### To do
Give only the number of lines in the data that include the string "MARIANO".

### Source data
Start of Block
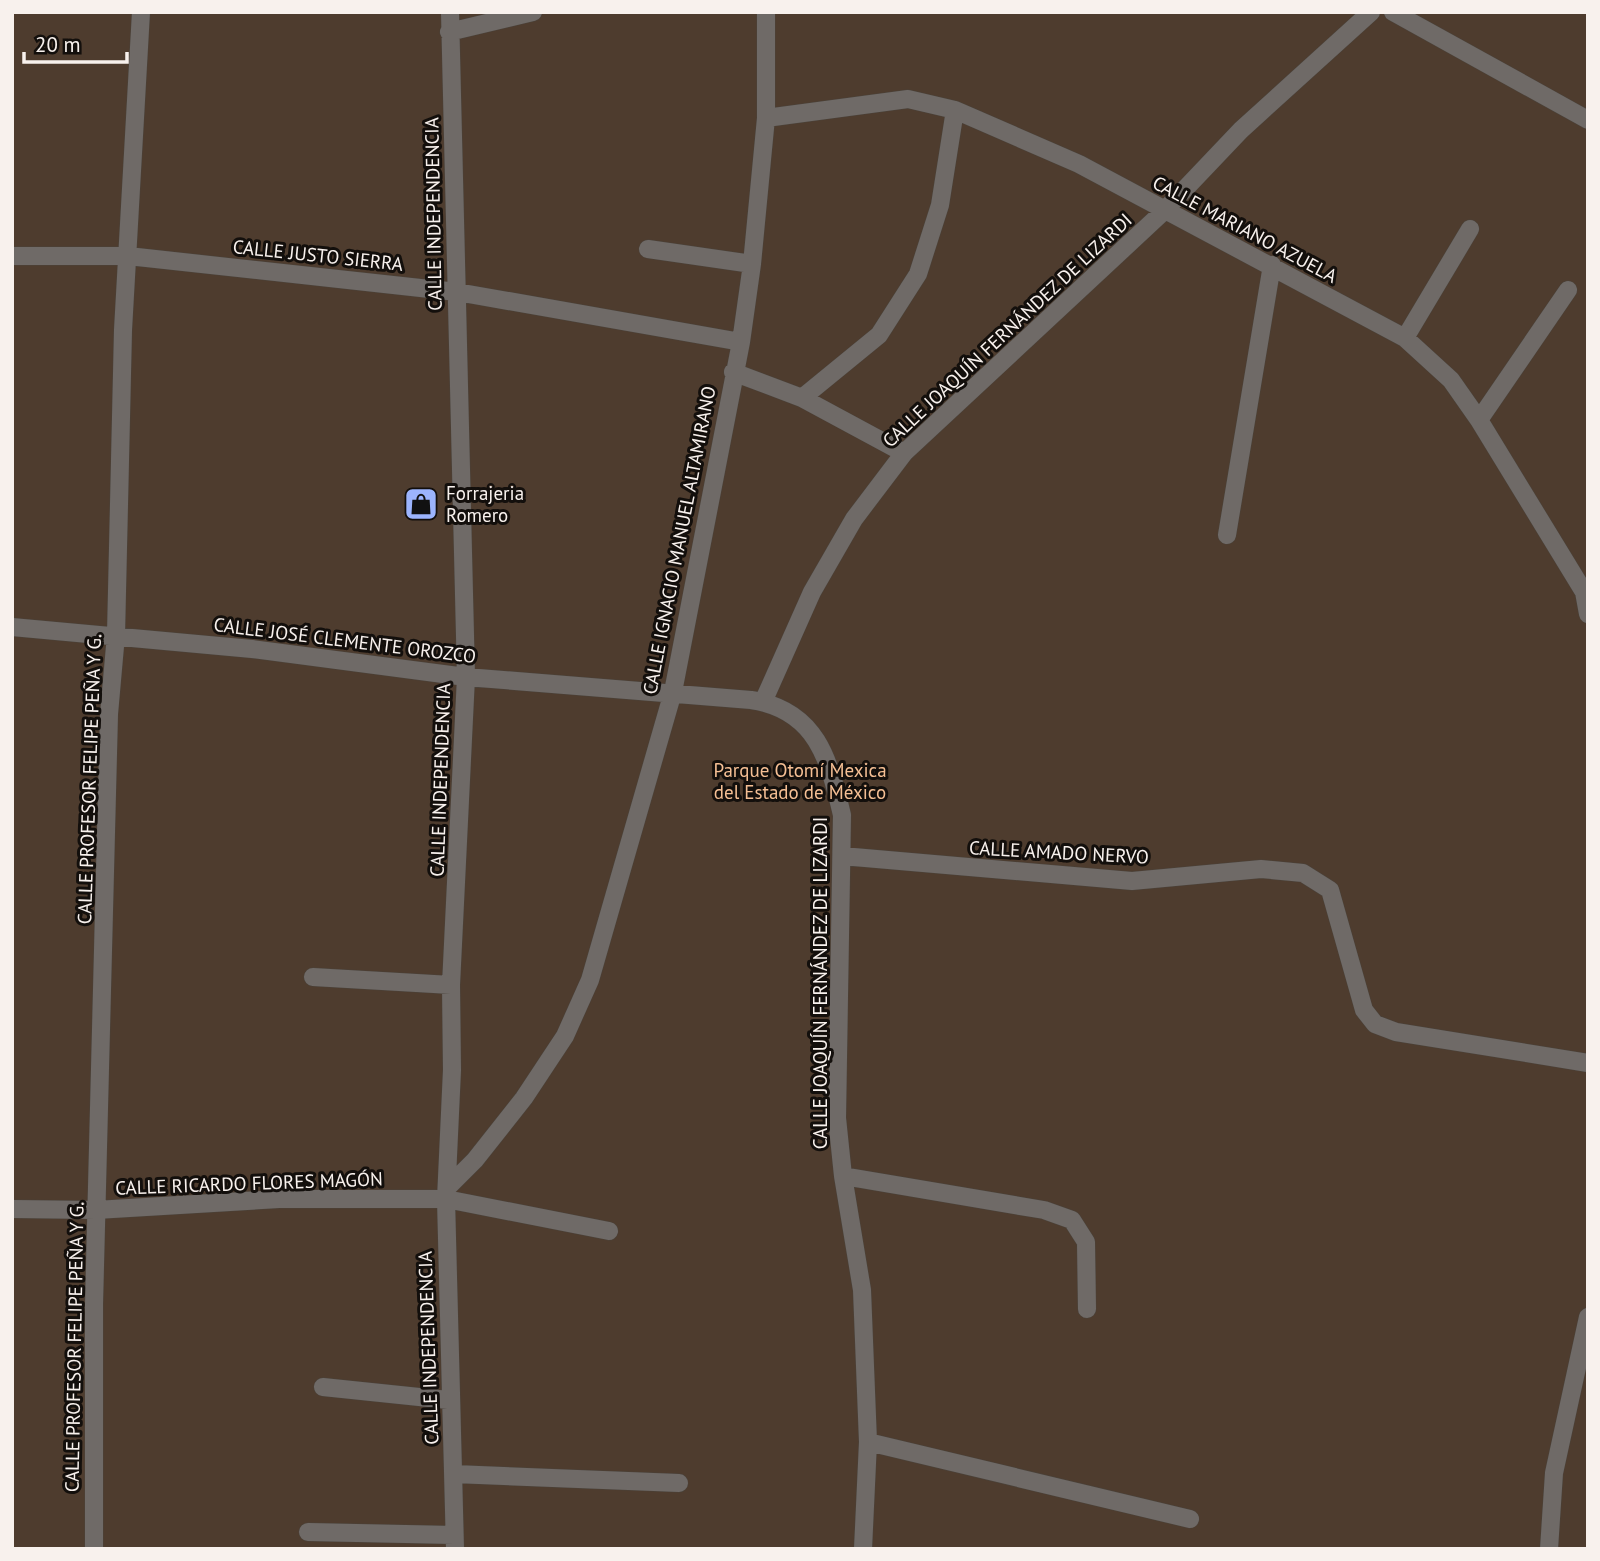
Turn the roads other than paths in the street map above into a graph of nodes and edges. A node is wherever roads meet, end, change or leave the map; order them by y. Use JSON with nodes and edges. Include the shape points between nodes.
{"nodes":[{"id":1,"x":141,"y":12,"type":"edge"},
{"id":2,"x":450,"y":12,"type":"edge"},
{"id":3,"x":533,"y":12,"type":"edge"},
{"id":4,"x":765,"y":12,"type":"edge"},
{"id":5,"x":1371,"y":12,"type":"edge"},
{"id":6,"x":1393,"y":12,"type":"edge"},
{"id":7,"x":449,"y":32,"type":"junction"},
{"id":8,"x":955,"y":110,"type":"junction"},
{"id":9,"x":766,"y":118,"type":"junction"},
{"id":10,"x":1588,"y":120,"type":"edge"},
{"id":11,"x":1164,"y":211,"type":"junction"},
{"id":12,"x":1470,"y":229,"type":"dead end"},
{"id":13,"x":648,"y":249,"type":"dead end"},
{"id":14,"x":12,"y":256,"type":"edge"},
{"id":15,"x":128,"y":256,"type":"junction"},
{"id":16,"x":752,"y":264,"type":"junction"},
{"id":17,"x":1272,"y":265,"type":"junction"},
{"id":18,"x":1568,"y":290,"type":"dead end"},
{"id":19,"x":457,"y":292,"type":"junction"},
{"id":20,"x":1405,"y":338,"type":"junction"},
{"id":21,"x":741,"y":342,"type":"junction"},
{"id":22,"x":733,"y":372,"type":"junction"},
{"id":23,"x":802,"y":398,"type":"junction"},
{"id":24,"x":1479,"y":420,"type":"junction"},
{"id":25,"x":904,"y":453,"type":"junction"},
{"id":26,"x":1227,"y":535,"type":"dead end"},
{"id":27,"x":1586,"y":591,"type":"edge"},
{"id":28,"x":1588,"y":614,"type":"edge"},
{"id":29,"x":12,"y":627,"type":"edge"},
{"id":30,"x":116,"y":635,"type":"junction"},
{"id":31,"x":466,"y":677,"type":"junction"},
{"id":32,"x":673,"y":692,"type":"junction"},
{"id":33,"x":763,"y":702,"type":"junction"},
{"id":34,"x":842,"y":856,"type":"junction"},
{"id":35,"x":313,"y":977,"type":"dead end"},
{"id":36,"x":451,"y":985,"type":"junction"},
{"id":37,"x":1588,"y":1063,"type":"edge"},
{"id":38,"x":843,"y":1176,"type":"junction"},
{"id":39,"x":446,"y":1193,"type":"junction"},
{"id":40,"x":12,"y":1209,"type":"edge"},
{"id":41,"x":96,"y":1210,"type":"junction"},
{"id":42,"x":609,"y":1231,"type":"dead end"},
{"id":43,"x":1087,"y":1308,"type":"dead end"},
{"id":44,"x":1588,"y":1317,"type":"edge"},
{"id":45,"x":323,"y":1387,"type":"dead end"},
{"id":46,"x":449,"y":1400,"type":"junction"},
{"id":47,"x":869,"y":1442,"type":"junction"},
{"id":48,"x":454,"y":1474,"type":"junction"},
{"id":49,"x":679,"y":1483,"type":"dead end"},
{"id":50,"x":1190,"y":1518,"type":"dead end"},
{"id":51,"x":309,"y":1532,"type":"dead end"},
{"id":52,"x":454,"y":1542,"type":"edge"},
{"id":53,"x":93,"y":1549,"type":"edge"},
{"id":54,"x":863,"y":1549,"type":"edge"},
{"id":55,"x":1549,"y":1549,"type":"edge"}],
"edges":[{"from":1,"to":15,"type":"street","name":"CALLE PROFESOR FELIPE PEÑA Y G."},
{"from":2,"to":7,"type":"street","name":"CALLE INDEPENDENCIA"},
{"from":3,"to":7,"type":"street"},
{"from":4,"to":9,"type":"street","name":"CALLE IGNACIO MANUEL ALTAMIRANO"},
{"from":5,"to":11,"type":"street","name":"CALLE JOAQUÍN FERNÁNDEZ DE LIZARDI","via":[[1241,130]]},
{"from":6,"to":10,"type":"street"},
{"from":7,"to":19,"type":"street","name":"CALLE INDEPENDENCIA"},
{"from":8,"to":9,"type":"street","name":"CALLE MARIANO AZUELA","via":[[908,99]]},
{"from":8,"to":11,"type":"street","name":"CALLE MARIANO AZUELA","via":[[1079,164]]},
{"from":8,"to":23,"type":"street","via":[[940,205],[918,275],[878,335]]},
{"from":9,"to":16,"type":"street","name":"CALLE IGNACIO MANUEL ALTAMIRANO"},
{"from":11,"to":17,"type":"street","name":"CALLE MARIANO AZUELA"},
{"from":11,"to":25,"type":"street","name":"CALLE JOAQUÍN FERNÁNDEZ DE LIZARDI"},
{"from":12,"to":20,"type":"street"},
{"from":13,"to":16,"type":"street"},
{"from":14,"to":15,"type":"street","name":"CALLE JUSTO SIERRA"},
{"from":15,"to":19,"type":"street","name":"CALLE JUSTO SIERRA"},
{"from":15,"to":30,"type":"street","name":"CALLE PROFESOR FELIPE PEÑA Y G."},
{"from":16,"to":21,"type":"street","name":"CALLE IGNACIO MANUEL ALTAMIRANO"},
{"from":17,"to":20,"type":"street","name":"CALLE MARIANO AZUELA"},
{"from":17,"to":26,"type":"street"},
{"from":18,"to":24,"type":"street"},
{"from":19,"to":21,"type":"street","name":"CALLE JUSTO SIERRA"},
{"from":19,"to":31,"type":"street","name":"CALLE INDEPENDENCIA"},
{"from":20,"to":24,"type":"street","name":"CALLE MARIANO AZUELA","via":[[1451,380]]},
{"from":21,"to":22,"type":"street","name":"CALLE IGNACIO MANUEL ALTAMIRANO"},
{"from":22,"to":23,"type":"street"},
{"from":22,"to":32,"type":"street","name":"CALLE IGNACIO MANUEL ALTAMIRANO"},
{"from":23,"to":25,"type":"street"},
{"from":24,"to":27,"type":"street","name":"CALLE MARIANO AZUELA"},
{"from":25,"to":33,"type":"street","name":"CALLE JOAQUÍN FERNÁNDEZ DE LIZARDI","via":[[855,519],[812,592]]},
{"from":27,"to":28,"type":"street"},
{"from":29,"to":30,"type":"street","name":"CALLE JOSÉ CLEMENTE OROZCO"},
{"from":30,"to":31,"type":"street","name":"CALLE JOSÉ CLEMENTE OROZCO"},
{"from":30,"to":41,"type":"street","name":"CALLE PROFESOR FELIPE PEÑA Y G.","via":[[109,714]]},
{"from":31,"to":32,"type":"street","name":"CALLE JOSÉ CLEMENTE OROZCO"},
{"from":31,"to":36,"type":"street","name":"CALLE INDEPENDENCIA"},
{"from":32,"to":33,"type":"street","name":"CALLE JOAQUÍN FERNÁNDEZ DE LIZARDI"},
{"from":32,"to":39,"type":"street","name":"CALLE IGNACIO MANUEL ALTAMIRANO","via":[[590,980],[565,1036],[524,1098]]},
{"from":33,"to":34,"type":"street","name":"CALLE JOAQUÍN FERNÁNDEZ DE LIZARDI","via":[[791,714],[817,737],[842,816]]},
{"from":34,"to":37,"type":"street","name":"CALLE AMADO NERVO","via":[[1132,881],[1261,869],[1303,873],[1330,890],[1364,1010],[1375,1024],[1396,1032]]},
{"from":34,"to":38,"type":"street","name":"CALLE JOAQUÍN FERNÁNDEZ DE LIZARDI","via":[[837,1118]]},
{"from":35,"to":36,"type":"street"},
{"from":36,"to":39,"type":"street","name":"CALLE INDEPENDENCIA"},
{"from":38,"to":43,"type":"street","via":[[1044,1210],[1072,1220],[1086,1242]]},
{"from":38,"to":47,"type":"street","name":"CALLE JOAQUÍN FERNÁNDEZ DE LIZARDI","via":[[862,1290]]},
{"from":39,"to":41,"type":"street","name":"CALLE RICARDO FLORES MAGÓN"},
{"from":39,"to":42,"type":"street","name":"CALLE RICARDO FLORES MAGÓN"},
{"from":39,"to":46,"type":"street","name":"CALLE INDEPENDENCIA"},
{"from":40,"to":41,"type":"street","name":"CALLE RICARDO FLORES MAGÓN"},
{"from":41,"to":53,"type":"street","name":"CALLE PROFESOR FELIPE PEÑA Y G."},
{"from":44,"to":55,"type":"street","via":[[1554,1473]]},
{"from":45,"to":46,"type":"street"},
{"from":46,"to":48,"type":"street","name":"CALLE INDEPENDENCIA"},
{"from":47,"to":50,"type":"street"},
{"from":47,"to":54,"type":"street","name":"CALLE JOAQUÍN FERNÁNDEZ DE LIZARDI"},
{"from":48,"to":49,"type":"street"},
{"from":48,"to":52,"type":"street","name":"CALLE INDEPENDENCIA"},
{"from":51,"to":52,"type":"street"}]}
End of Block
### Answer section
6